RECORDS FOR THIS TASK
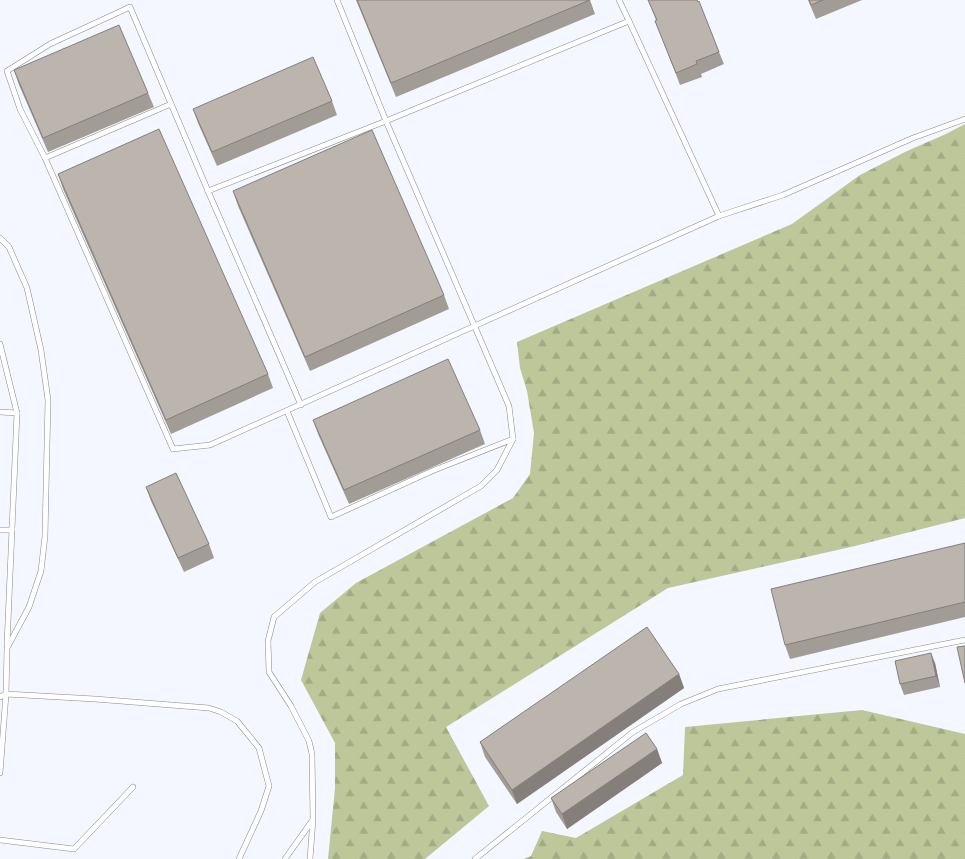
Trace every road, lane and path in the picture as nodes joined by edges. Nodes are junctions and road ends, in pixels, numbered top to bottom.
1 (337, 0) edge
2 (619, 0) edge
3 (629, 21) junction
4 (171, 104) junction
5 (965, 118) edge
6 (386, 121) junction
7 (45, 158) junction
8 (208, 191) junction
9 (719, 216) junction
10 (0, 238) edge
11 (474, 327) junction
12 (0, 344) edge
13 (301, 405) junction
14 (287, 411) junction
15 (0, 412) edge
16 (17, 413) junction
17 (513, 439) junction
18 (0, 530) edge
19 (12, 530) junction
20 (965, 640) edge
21 (7, 648) junction
22 (6, 694) junction
23 (0, 697) edge
24 (0, 773) edge
25 (132, 787) dead end
26 (313, 819) junction
27 (0, 840) edge
28 (239, 859) edge
29 (285, 859) edge
30 (310, 859) edge
31 (475, 859) edge

1 - 6 lane
2 - 3 lane
3 - 6 lane
3 - 9 lane
4 - 7 lane
4 - 7 lane
4 - 8 lane
5 - 9 lane
6 - 8 lane
6 - 11 lane
7 - 14 lane
8 - 13 lane
9 - 11 lane
10 - 21 lane
11 - 13 lane
11 - 17 lane
12 - 16 lane
13 - 14 lane
14 - 17 lane
15 - 16 lane
16 - 19 lane
17 - 26 lane
18 - 19 lane
19 - 21 lane
20 - 31 lane
21 - 22 lane
22 - 23 lane
22 - 24 lane
22 - 28 lane
25 - 27 lane
26 - 29 lane
26 - 30 lane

WORK REQUEST
An exact transcription of the data above is needed, without the pictures.

SOLUTION TO THIS PROBLEM
Trace every road, lane and path in the picture as nodes joined by edges. Nodes are junctions and road ends, in pixels, numbered top to bottom.
1 (337, 0) edge
2 (619, 0) edge
3 (629, 21) junction
4 (171, 104) junction
5 (965, 118) edge
6 (386, 121) junction
7 (45, 158) junction
8 (208, 191) junction
9 (719, 216) junction
10 (0, 238) edge
11 (474, 327) junction
12 (0, 344) edge
13 (301, 405) junction
14 (287, 411) junction
15 (0, 412) edge
16 (17, 413) junction
17 (513, 439) junction
18 (0, 530) edge
19 (12, 530) junction
20 (965, 640) edge
21 (7, 648) junction
22 (6, 694) junction
23 (0, 697) edge
24 (0, 773) edge
25 (132, 787) dead end
26 (313, 819) junction
27 (0, 840) edge
28 (239, 859) edge
29 (285, 859) edge
30 (310, 859) edge
31 (475, 859) edge

1 - 6 lane
2 - 3 lane
3 - 6 lane
3 - 9 lane
4 - 7 lane
4 - 7 lane
4 - 8 lane
5 - 9 lane
6 - 8 lane
6 - 11 lane
7 - 14 lane
8 - 13 lane
9 - 11 lane
10 - 21 lane
11 - 13 lane
11 - 17 lane
12 - 16 lane
13 - 14 lane
14 - 17 lane
15 - 16 lane
16 - 19 lane
17 - 26 lane
18 - 19 lane
19 - 21 lane
20 - 31 lane
21 - 22 lane
22 - 23 lane
22 - 24 lane
22 - 28 lane
25 - 27 lane
26 - 29 lane
26 - 30 lane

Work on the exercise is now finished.